**EXERCISE BRIEF:** Images embedded in the records are excluded; print everything else exactly as given.

━━━━━━━━━━━━━━━━━━━━━━━━━━━━━━

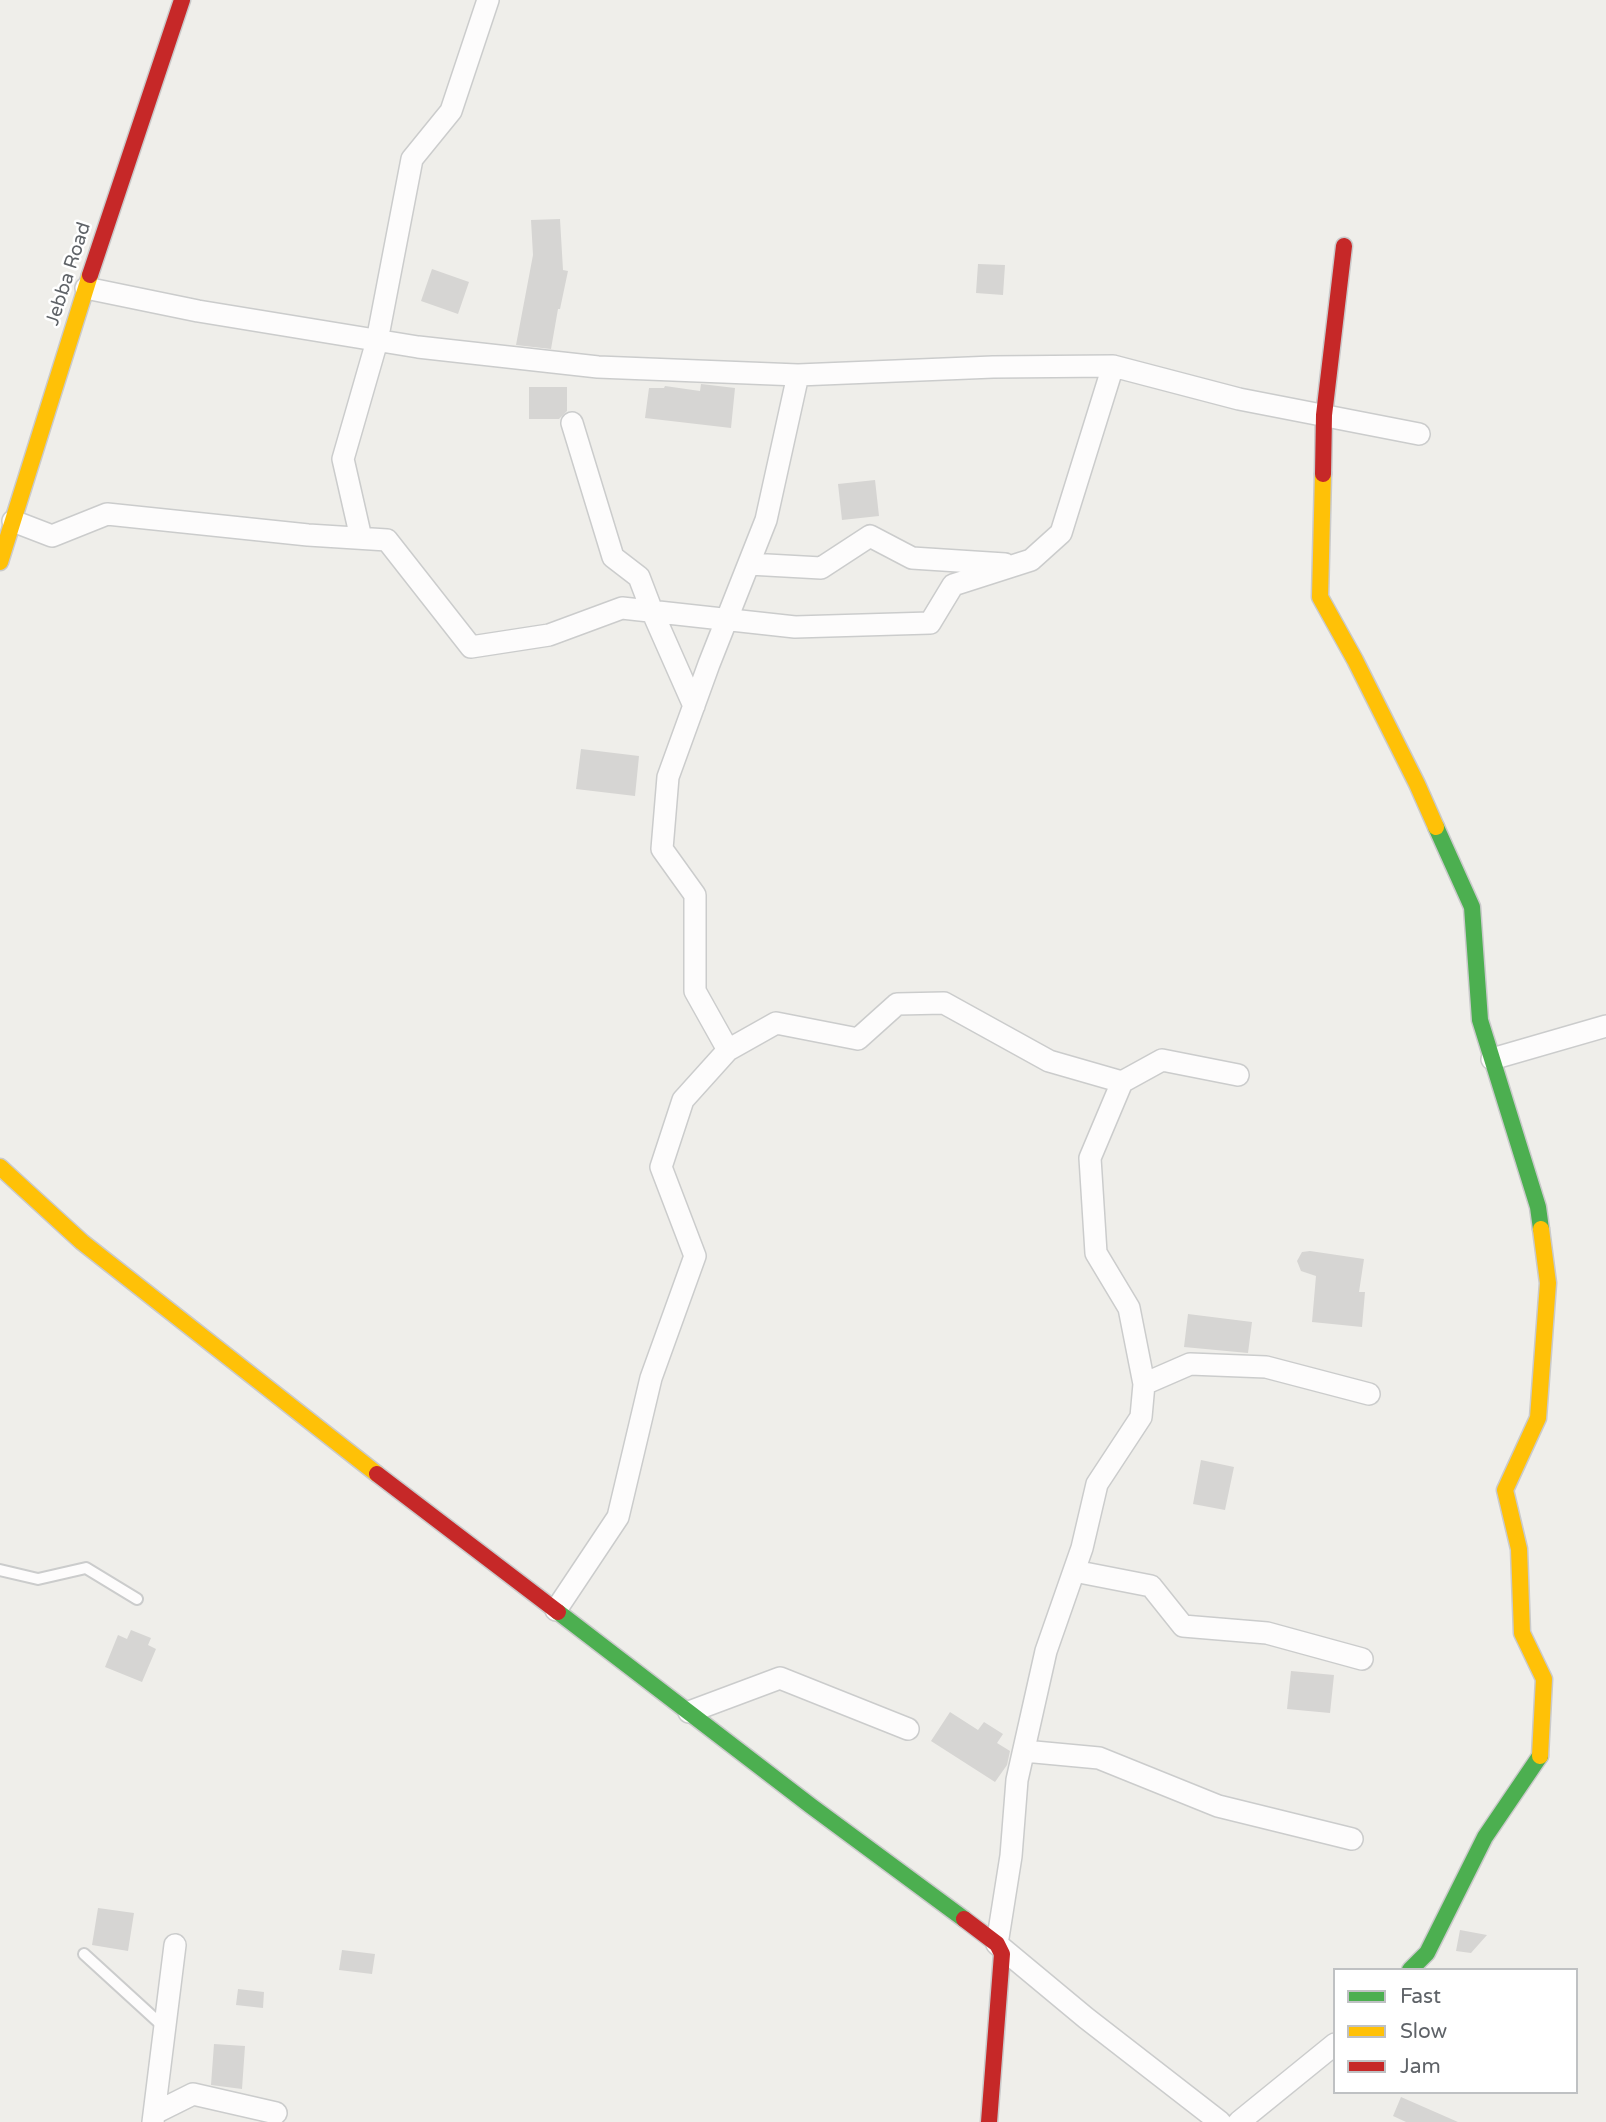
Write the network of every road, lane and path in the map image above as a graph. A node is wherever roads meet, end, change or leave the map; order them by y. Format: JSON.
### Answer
{"nodes":[{"id":1,"x":182,"y":0,"type":"edge"},
{"id":2,"x":488,"y":0,"type":"edge"},
{"id":3,"x":1344,"y":246,"type":"dead end"},
{"id":4,"x":86,"y":288,"type":"junction"},
{"id":5,"x":377,"y":341,"type":"junction"},
{"id":6,"x":1112,"y":366,"type":"junction"},
{"id":7,"x":798,"y":375,"type":"junction"},
{"id":8,"x":1324,"y":415,"type":"junction"},
{"id":9,"x":572,"y":423,"type":"dead end"},
{"id":10,"x":1419,"y":434,"type":"dead end"},
{"id":11,"x":13,"y":521,"type":"junction"},
{"id":12,"x":361,"y":538,"type":"junction"},
{"id":13,"x":0,"y":562,"type":"edge"},
{"id":14,"x":749,"y":564,"type":"junction"},
{"id":15,"x":1016,"y":565,"type":"junction"},
{"id":16,"x":652,"y":611,"type":"junction"},
{"id":17,"x":727,"y":618,"type":"junction"},
{"id":18,"x":694,"y":706,"type":"junction"},
{"id":19,"x":1606,"y":1026,"type":"edge"},
{"id":20,"x":728,"y":1050,"type":"junction"},
{"id":21,"x":1492,"y":1059,"type":"junction"},
{"id":22,"x":1238,"y":1075,"type":"dead end"},
{"id":23,"x":1122,"y":1082,"type":"junction"},
{"id":24,"x":0,"y":1167,"type":"edge"},
{"id":25,"x":1144,"y":1384,"type":"junction"},
{"id":26,"x":1369,"y":1394,"type":"dead end"},
{"id":27,"x":0,"y":1570,"type":"edge"},
{"id":28,"x":1074,"y":1572,"type":"junction"},
{"id":29,"x":137,"y":1599,"type":"dead end"},
{"id":30,"x":556,"y":1610,"type":"junction"},
{"id":31,"x":1362,"y":1659,"type":"dead end"},
{"id":32,"x":689,"y":1712,"type":"junction"},
{"id":33,"x":908,"y":1729,"type":"dead end"},
{"id":34,"x":1024,"y":1751,"type":"junction"},
{"id":35,"x":1352,"y":1839,"type":"dead end"},
{"id":36,"x":997,"y":1944,"type":"junction"},
{"id":37,"x":175,"y":1945,"type":"dead end"},
{"id":38,"x":84,"y":1954,"type":"dead end"},
{"id":39,"x":1412,"y":1968,"type":"edge"},
{"id":40,"x":165,"y":2028,"type":"junction"},
{"id":41,"x":1333,"y":2045,"type":"edge"},
{"id":42,"x":276,"y":2113,"type":"dead end"},
{"id":43,"x":154,"y":2117,"type":"edge"},
{"id":44,"x":989,"y":2122,"type":"edge"},
{"id":45,"x":1220,"y":2122,"type":"edge"},
{"id":46,"x":1240,"y":2122,"type":"edge"}],
"edges":[{"from":1,"to":4,"type":"main road","name":"Jebba Road"},
{"from":2,"to":5,"type":"street"},
{"from":3,"to":8,"type":"main road"},
{"from":4,"to":5,"type":"street"},
{"from":4,"to":11,"type":"main road","name":"Jebba Road"},
{"from":5,"to":7,"type":"street"},
{"from":5,"to":12,"type":"street"},
{"from":6,"to":7,"type":"street"},
{"from":6,"to":8,"type":"street"},
{"from":6,"to":15,"type":"street"},
{"from":7,"to":14,"type":"street"},
{"from":8,"to":10,"type":"street"},
{"from":8,"to":21,"type":"main road"},
{"from":9,"to":16,"type":"street"},
{"from":11,"to":12,"type":"street"},
{"from":11,"to":13,"type":"main road","name":"Jebba Road"},
{"from":12,"to":16,"type":"street"},
{"from":14,"to":15,"type":"street"},
{"from":14,"to":17,"type":"street"},
{"from":15,"to":17,"type":"street"},
{"from":16,"to":17,"type":"street"},
{"from":16,"to":18,"type":"street"},
{"from":17,"to":18,"type":"street"},
{"from":18,"to":20,"type":"street"},
{"from":19,"to":21,"type":"street"},
{"from":20,"to":23,"type":"street"},
{"from":20,"to":30,"type":"street"},
{"from":21,"to":39,"type":"main road"},
{"from":22,"to":23,"type":"street"},
{"from":23,"to":25,"type":"street"},
{"from":24,"to":30,"type":"main road"},
{"from":25,"to":26,"type":"street"},
{"from":25,"to":28,"type":"street"},
{"from":27,"to":29,"type":"lane"},
{"from":28,"to":31,"type":"street"},
{"from":28,"to":34,"type":"street"},
{"from":30,"to":32,"type":"main road"},
{"from":32,"to":33,"type":"street"},
{"from":32,"to":36,"type":"main road"},
{"from":34,"to":35,"type":"street"},
{"from":34,"to":36,"type":"street"},
{"from":36,"to":44,"type":"main road"},
{"from":36,"to":45,"type":"street"},
{"from":37,"to":40,"type":"street"},
{"from":38,"to":40,"type":"lane"},
{"from":40,"to":43,"type":"street"},
{"from":41,"to":46,"type":"street"},
{"from":42,"to":43,"type":"street"}]}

━━━━━━━━━━━━━━━━━━━━━━━━━━━━━━

**REPLY:**
Write the network of every road, lane and path in the map image above as a graph. A node is wherever roads meet, end, change or leave the map; order them by y. Format: JSON.
### Answer
{"nodes":[{"id":1,"x":182,"y":0,"type":"edge"},
{"id":2,"x":488,"y":0,"type":"edge"},
{"id":3,"x":1344,"y":246,"type":"dead end"},
{"id":4,"x":86,"y":288,"type":"junction"},
{"id":5,"x":377,"y":341,"type":"junction"},
{"id":6,"x":1112,"y":366,"type":"junction"},
{"id":7,"x":798,"y":375,"type":"junction"},
{"id":8,"x":1324,"y":415,"type":"junction"},
{"id":9,"x":572,"y":423,"type":"dead end"},
{"id":10,"x":1419,"y":434,"type":"dead end"},
{"id":11,"x":13,"y":521,"type":"junction"},
{"id":12,"x":361,"y":538,"type":"junction"},
{"id":13,"x":0,"y":562,"type":"edge"},
{"id":14,"x":749,"y":564,"type":"junction"},
{"id":15,"x":1016,"y":565,"type":"junction"},
{"id":16,"x":652,"y":611,"type":"junction"},
{"id":17,"x":727,"y":618,"type":"junction"},
{"id":18,"x":694,"y":706,"type":"junction"},
{"id":19,"x":1606,"y":1026,"type":"edge"},
{"id":20,"x":728,"y":1050,"type":"junction"},
{"id":21,"x":1492,"y":1059,"type":"junction"},
{"id":22,"x":1238,"y":1075,"type":"dead end"},
{"id":23,"x":1122,"y":1082,"type":"junction"},
{"id":24,"x":0,"y":1167,"type":"edge"},
{"id":25,"x":1144,"y":1384,"type":"junction"},
{"id":26,"x":1369,"y":1394,"type":"dead end"},
{"id":27,"x":0,"y":1570,"type":"edge"},
{"id":28,"x":1074,"y":1572,"type":"junction"},
{"id":29,"x":137,"y":1599,"type":"dead end"},
{"id":30,"x":556,"y":1610,"type":"junction"},
{"id":31,"x":1362,"y":1659,"type":"dead end"},
{"id":32,"x":689,"y":1712,"type":"junction"},
{"id":33,"x":908,"y":1729,"type":"dead end"},
{"id":34,"x":1024,"y":1751,"type":"junction"},
{"id":35,"x":1352,"y":1839,"type":"dead end"},
{"id":36,"x":997,"y":1944,"type":"junction"},
{"id":37,"x":175,"y":1945,"type":"dead end"},
{"id":38,"x":84,"y":1954,"type":"dead end"},
{"id":39,"x":1412,"y":1968,"type":"edge"},
{"id":40,"x":165,"y":2028,"type":"junction"},
{"id":41,"x":1333,"y":2045,"type":"edge"},
{"id":42,"x":276,"y":2113,"type":"dead end"},
{"id":43,"x":154,"y":2117,"type":"edge"},
{"id":44,"x":989,"y":2122,"type":"edge"},
{"id":45,"x":1220,"y":2122,"type":"edge"},
{"id":46,"x":1240,"y":2122,"type":"edge"}],
"edges":[{"from":1,"to":4,"type":"main road","name":"Jebba Road"},
{"from":2,"to":5,"type":"street"},
{"from":3,"to":8,"type":"main road"},
{"from":4,"to":5,"type":"street"},
{"from":4,"to":11,"type":"main road","name":"Jebba Road"},
{"from":5,"to":7,"type":"street"},
{"from":5,"to":12,"type":"street"},
{"from":6,"to":7,"type":"street"},
{"from":6,"to":8,"type":"street"},
{"from":6,"to":15,"type":"street"},
{"from":7,"to":14,"type":"street"},
{"from":8,"to":10,"type":"street"},
{"from":8,"to":21,"type":"main road"},
{"from":9,"to":16,"type":"street"},
{"from":11,"to":12,"type":"street"},
{"from":11,"to":13,"type":"main road","name":"Jebba Road"},
{"from":12,"to":16,"type":"street"},
{"from":14,"to":15,"type":"street"},
{"from":14,"to":17,"type":"street"},
{"from":15,"to":17,"type":"street"},
{"from":16,"to":17,"type":"street"},
{"from":16,"to":18,"type":"street"},
{"from":17,"to":18,"type":"street"},
{"from":18,"to":20,"type":"street"},
{"from":19,"to":21,"type":"street"},
{"from":20,"to":23,"type":"street"},
{"from":20,"to":30,"type":"street"},
{"from":21,"to":39,"type":"main road"},
{"from":22,"to":23,"type":"street"},
{"from":23,"to":25,"type":"street"},
{"from":24,"to":30,"type":"main road"},
{"from":25,"to":26,"type":"street"},
{"from":25,"to":28,"type":"street"},
{"from":27,"to":29,"type":"lane"},
{"from":28,"to":31,"type":"street"},
{"from":28,"to":34,"type":"street"},
{"from":30,"to":32,"type":"main road"},
{"from":32,"to":33,"type":"street"},
{"from":32,"to":36,"type":"main road"},
{"from":34,"to":35,"type":"street"},
{"from":34,"to":36,"type":"street"},
{"from":36,"to":44,"type":"main road"},
{"from":36,"to":45,"type":"street"},
{"from":37,"to":40,"type":"street"},
{"from":38,"to":40,"type":"lane"},
{"from":40,"to":43,"type":"street"},
{"from":41,"to":46,"type":"street"},
{"from":42,"to":43,"type":"street"}]}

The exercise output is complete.